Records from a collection
● ● ● ●
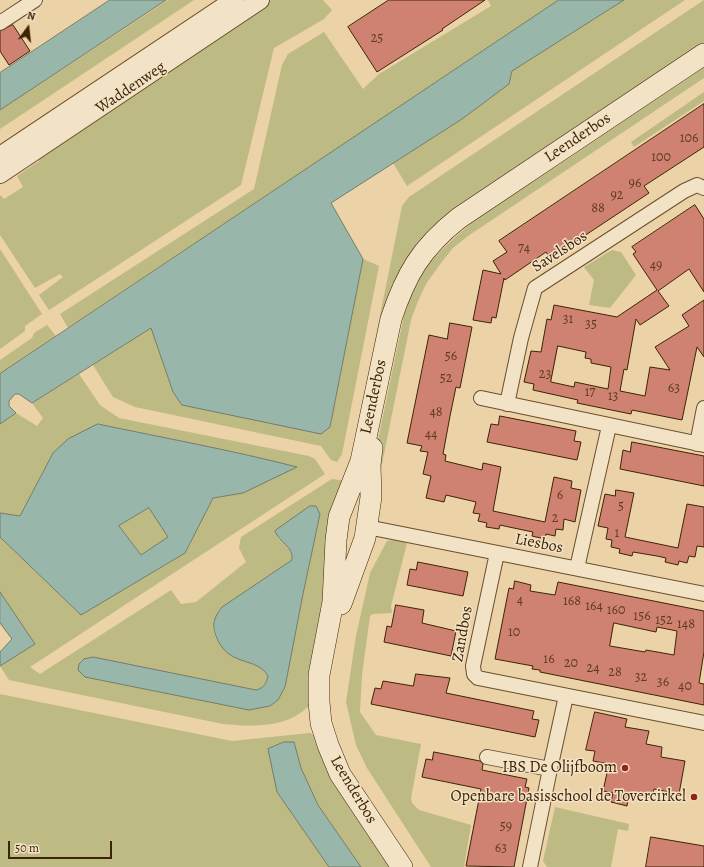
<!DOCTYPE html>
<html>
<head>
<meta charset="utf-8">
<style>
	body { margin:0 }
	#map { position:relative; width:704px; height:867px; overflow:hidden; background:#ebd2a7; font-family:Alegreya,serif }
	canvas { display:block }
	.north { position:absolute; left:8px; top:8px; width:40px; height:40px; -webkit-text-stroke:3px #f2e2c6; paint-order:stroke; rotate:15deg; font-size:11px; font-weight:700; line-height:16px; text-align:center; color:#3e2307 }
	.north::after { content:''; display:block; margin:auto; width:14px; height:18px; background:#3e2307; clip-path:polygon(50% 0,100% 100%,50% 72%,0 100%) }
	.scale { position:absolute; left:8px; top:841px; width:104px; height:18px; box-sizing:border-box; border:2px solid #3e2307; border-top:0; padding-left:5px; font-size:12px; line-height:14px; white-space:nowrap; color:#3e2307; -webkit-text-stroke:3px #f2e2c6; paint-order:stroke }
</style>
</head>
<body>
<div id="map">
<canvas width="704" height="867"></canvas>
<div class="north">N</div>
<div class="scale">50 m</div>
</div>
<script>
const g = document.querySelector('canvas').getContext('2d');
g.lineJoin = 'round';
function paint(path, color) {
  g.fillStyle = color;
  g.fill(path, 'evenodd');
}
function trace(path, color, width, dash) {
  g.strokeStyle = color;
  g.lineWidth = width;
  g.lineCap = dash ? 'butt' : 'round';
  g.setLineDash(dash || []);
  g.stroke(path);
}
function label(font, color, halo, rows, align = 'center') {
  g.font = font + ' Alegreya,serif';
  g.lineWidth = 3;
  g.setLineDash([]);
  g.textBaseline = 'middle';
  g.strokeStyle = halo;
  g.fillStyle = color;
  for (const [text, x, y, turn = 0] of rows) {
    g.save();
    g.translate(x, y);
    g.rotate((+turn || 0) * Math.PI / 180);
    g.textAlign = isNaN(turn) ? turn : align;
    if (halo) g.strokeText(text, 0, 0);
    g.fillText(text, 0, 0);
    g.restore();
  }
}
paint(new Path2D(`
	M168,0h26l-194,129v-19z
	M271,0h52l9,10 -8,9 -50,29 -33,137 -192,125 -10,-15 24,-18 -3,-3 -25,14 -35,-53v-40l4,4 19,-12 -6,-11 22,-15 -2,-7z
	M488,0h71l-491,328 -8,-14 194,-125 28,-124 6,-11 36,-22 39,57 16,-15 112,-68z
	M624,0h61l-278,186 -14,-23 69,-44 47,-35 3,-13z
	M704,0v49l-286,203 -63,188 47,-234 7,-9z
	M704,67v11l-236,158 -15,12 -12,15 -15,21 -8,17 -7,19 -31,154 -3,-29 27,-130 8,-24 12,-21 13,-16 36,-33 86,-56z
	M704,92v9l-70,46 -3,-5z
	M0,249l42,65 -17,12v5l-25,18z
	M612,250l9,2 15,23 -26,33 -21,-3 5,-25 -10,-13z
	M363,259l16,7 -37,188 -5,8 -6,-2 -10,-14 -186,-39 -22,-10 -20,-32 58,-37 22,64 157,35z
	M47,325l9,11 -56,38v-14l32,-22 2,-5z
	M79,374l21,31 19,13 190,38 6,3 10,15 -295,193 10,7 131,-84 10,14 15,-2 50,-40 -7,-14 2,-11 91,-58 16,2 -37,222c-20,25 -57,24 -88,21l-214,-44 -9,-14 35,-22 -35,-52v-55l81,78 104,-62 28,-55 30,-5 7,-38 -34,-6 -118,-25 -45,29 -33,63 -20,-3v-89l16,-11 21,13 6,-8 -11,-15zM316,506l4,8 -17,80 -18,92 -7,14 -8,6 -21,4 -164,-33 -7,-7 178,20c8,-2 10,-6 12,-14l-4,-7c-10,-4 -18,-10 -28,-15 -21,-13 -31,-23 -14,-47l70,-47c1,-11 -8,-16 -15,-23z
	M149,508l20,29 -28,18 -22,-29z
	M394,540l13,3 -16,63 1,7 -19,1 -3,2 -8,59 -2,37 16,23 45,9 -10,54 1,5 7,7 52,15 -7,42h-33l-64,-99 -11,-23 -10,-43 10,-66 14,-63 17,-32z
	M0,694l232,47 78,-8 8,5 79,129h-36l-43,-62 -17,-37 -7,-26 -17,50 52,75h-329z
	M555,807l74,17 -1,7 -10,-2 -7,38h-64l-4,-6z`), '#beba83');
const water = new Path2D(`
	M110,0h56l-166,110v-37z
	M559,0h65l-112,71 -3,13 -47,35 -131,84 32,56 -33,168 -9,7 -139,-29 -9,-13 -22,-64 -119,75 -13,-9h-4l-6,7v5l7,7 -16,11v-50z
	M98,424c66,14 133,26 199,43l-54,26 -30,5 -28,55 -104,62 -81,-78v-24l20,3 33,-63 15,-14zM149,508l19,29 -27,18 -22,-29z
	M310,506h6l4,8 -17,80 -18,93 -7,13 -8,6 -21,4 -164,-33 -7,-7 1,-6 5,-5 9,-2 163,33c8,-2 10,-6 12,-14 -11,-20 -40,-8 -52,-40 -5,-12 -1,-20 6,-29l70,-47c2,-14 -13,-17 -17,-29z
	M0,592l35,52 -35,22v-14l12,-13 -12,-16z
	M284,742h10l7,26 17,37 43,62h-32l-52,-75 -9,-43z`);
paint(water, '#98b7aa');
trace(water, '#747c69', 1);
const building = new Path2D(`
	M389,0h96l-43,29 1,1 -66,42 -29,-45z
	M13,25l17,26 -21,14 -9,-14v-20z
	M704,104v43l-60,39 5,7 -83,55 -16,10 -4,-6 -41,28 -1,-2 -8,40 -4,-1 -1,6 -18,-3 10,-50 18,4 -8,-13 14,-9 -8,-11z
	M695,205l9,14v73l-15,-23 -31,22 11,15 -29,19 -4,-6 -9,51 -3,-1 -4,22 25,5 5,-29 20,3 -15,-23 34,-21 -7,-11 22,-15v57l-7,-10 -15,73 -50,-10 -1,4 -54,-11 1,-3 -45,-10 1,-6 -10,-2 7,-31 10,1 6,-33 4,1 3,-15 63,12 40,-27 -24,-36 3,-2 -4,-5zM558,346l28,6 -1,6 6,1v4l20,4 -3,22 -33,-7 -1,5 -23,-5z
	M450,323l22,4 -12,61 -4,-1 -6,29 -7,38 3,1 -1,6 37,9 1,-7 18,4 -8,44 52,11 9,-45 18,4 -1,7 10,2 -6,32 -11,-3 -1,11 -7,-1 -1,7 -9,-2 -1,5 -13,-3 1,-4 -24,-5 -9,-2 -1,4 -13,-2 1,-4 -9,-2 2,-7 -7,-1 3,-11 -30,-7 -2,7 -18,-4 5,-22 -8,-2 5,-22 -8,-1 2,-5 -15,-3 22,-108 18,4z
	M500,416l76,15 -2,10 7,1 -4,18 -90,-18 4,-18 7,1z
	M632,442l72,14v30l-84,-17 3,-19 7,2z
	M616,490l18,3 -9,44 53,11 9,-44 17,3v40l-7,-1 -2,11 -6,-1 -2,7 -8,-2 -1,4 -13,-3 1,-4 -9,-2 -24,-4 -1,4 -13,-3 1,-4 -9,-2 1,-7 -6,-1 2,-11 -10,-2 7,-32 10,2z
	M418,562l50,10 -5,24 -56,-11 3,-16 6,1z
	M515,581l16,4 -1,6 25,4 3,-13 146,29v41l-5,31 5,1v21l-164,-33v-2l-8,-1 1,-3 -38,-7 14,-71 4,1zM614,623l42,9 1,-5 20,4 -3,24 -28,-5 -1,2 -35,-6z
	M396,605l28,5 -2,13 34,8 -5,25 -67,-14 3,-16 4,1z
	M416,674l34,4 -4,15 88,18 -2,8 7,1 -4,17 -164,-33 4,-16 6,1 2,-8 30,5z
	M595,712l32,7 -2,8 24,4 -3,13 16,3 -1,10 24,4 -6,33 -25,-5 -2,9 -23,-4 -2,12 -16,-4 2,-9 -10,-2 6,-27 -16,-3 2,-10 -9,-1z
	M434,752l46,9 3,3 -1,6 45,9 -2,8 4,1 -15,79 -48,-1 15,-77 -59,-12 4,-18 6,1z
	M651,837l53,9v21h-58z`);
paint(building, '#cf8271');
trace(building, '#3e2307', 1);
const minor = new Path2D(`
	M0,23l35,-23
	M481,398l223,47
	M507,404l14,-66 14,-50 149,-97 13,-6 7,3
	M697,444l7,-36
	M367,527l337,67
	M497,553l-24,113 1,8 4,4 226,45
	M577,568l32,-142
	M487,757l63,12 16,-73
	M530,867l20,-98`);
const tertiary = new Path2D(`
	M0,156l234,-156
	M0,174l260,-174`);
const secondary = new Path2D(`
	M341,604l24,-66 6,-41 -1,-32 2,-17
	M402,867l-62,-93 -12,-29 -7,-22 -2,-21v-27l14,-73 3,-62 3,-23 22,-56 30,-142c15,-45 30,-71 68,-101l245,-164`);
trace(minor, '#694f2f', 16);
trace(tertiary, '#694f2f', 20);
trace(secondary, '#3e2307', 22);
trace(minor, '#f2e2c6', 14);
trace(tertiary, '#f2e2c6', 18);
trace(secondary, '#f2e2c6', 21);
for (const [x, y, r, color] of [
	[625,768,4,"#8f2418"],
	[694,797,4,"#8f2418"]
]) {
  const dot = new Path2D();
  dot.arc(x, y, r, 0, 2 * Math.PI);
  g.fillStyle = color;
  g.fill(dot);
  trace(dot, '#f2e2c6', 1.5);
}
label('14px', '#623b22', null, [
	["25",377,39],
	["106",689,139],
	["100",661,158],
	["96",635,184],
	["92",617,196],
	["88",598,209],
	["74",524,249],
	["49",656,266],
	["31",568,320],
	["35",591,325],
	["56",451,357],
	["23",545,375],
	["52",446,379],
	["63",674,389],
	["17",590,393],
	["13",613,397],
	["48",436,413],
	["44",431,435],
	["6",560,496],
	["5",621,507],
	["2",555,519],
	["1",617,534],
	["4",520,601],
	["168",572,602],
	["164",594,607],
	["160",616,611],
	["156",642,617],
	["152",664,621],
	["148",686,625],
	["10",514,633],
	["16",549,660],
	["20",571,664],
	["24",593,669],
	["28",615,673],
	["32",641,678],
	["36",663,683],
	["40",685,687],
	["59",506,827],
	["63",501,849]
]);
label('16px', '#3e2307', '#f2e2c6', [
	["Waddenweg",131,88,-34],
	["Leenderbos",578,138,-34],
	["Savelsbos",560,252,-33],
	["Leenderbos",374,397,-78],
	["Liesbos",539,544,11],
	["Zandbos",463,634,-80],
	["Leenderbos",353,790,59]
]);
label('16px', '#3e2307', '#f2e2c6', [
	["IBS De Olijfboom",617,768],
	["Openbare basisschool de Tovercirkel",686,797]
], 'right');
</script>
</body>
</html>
● ● ● ●
▶ [Exercise goal] Gather every line from the entries above where the word "center" appears, and copy them.

▶ [Finished task]
	.north { position:absolute; left:8px; top:8px; width:40px; height:40px; -webkit-text-stroke:3px #f2e2c6; paint-order:stroke; rotate:15deg; font-size:11px; font-weight:700; line-height:16px; text-align:center; color:#3e2307 }
function label(font, color, halo, rows, align = 'center') {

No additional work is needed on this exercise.